Predicting safe street-crossing for older adults using a multifactorial model: the role of visual perceptual, cognitive and physical factors

  • A. J. Carrigan
  • , T. B. McGuckian
  • , P. Wilson
  • , D. A. Greene
  • , J. Duckworth
  • , L. P. Thong
  • , R. Eldridge
  • , M. Psarakis
  • , A. C. McKinnon
  • , A. Anic
  • , J. M. Bennett

Research output: Contribution to journalArticlepeer-review

1 Citation (Scopus)
2 Downloads (Pure)

Abstract

Older adult pedestrians (60+ years) are overrepresented in road-related crash statistics. Apart from age, other individual factors such as visual perceptual, physical, and cognitive decline, may explain street-crossing behaviours which are likely contributing to these statistics. Although studies in the driving domain have considered these factors in combination, there is a scarcity of studies that have investigated whether these can predict safe street-crossing skills such as detecting road hazards and identifying a safe gap to cross in an older adult population. This study explored the key predictors of safe street-crossing from a sample of 100 older adults. Participants completed a suite of visual perceptual (e.g., contrast sensitivity), cognitive (e.g., executive function), and physical (e.g., balance) tasks.
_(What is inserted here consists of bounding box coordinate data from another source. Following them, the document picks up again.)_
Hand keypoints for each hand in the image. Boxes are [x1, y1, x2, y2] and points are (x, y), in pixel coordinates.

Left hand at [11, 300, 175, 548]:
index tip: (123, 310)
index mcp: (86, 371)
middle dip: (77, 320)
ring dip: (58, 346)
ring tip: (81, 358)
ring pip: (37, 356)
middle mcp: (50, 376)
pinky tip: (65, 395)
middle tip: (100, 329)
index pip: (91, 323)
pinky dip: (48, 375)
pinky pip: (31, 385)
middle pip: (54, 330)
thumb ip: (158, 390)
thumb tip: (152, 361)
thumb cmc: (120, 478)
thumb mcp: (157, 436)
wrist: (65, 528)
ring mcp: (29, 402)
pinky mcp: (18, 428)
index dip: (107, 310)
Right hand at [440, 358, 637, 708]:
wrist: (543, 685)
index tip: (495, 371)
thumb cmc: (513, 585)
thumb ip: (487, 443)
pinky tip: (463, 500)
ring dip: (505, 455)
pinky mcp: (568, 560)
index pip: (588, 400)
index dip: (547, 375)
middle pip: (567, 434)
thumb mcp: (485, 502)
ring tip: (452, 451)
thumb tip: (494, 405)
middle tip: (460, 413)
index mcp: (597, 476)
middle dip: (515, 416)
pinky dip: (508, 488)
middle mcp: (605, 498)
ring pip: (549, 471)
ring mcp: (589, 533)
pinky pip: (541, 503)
Hazard perception and gap acceptance were measured using an established virtual reality pedestrian street-crossing task, where a series of 360-degree video clips captured from real-world pedestrian situations were presented. We showed that: (1) Contrast sensitivity (perceptual), and attention/executive function, working memory and reaction time (cognitive), significantly predicted hazard perception response time (large effect size); (2) Working memory (cognitive) was a significant predictor of hazard perception accuracy (medium effect size); (3) Working memory and response inhibition (cognitive) significantly predicted safe hazard perception (medium effect size); (4) Working memory (cognitive) was the most important predictor for gap acceptance response time; and (5) Working memory (cognitive) and comfortable walking speed (physical) were the most important predictors for safe gap selection. The outcomes of this study have informed the development of an evidence-based street-crossing training program that will aim to reduce the number of older adult pedestrian fatalities.

Original languageEnglish
Article number103425
Number of pages16
JournalTransportation Research Part F: Traffic Psychology and Behaviour
Volume116
DOIs
Publication statusPublished - Jan 2026

UN SDGs

This output contributes to the following UN Sustainable Development Goals (SDGs)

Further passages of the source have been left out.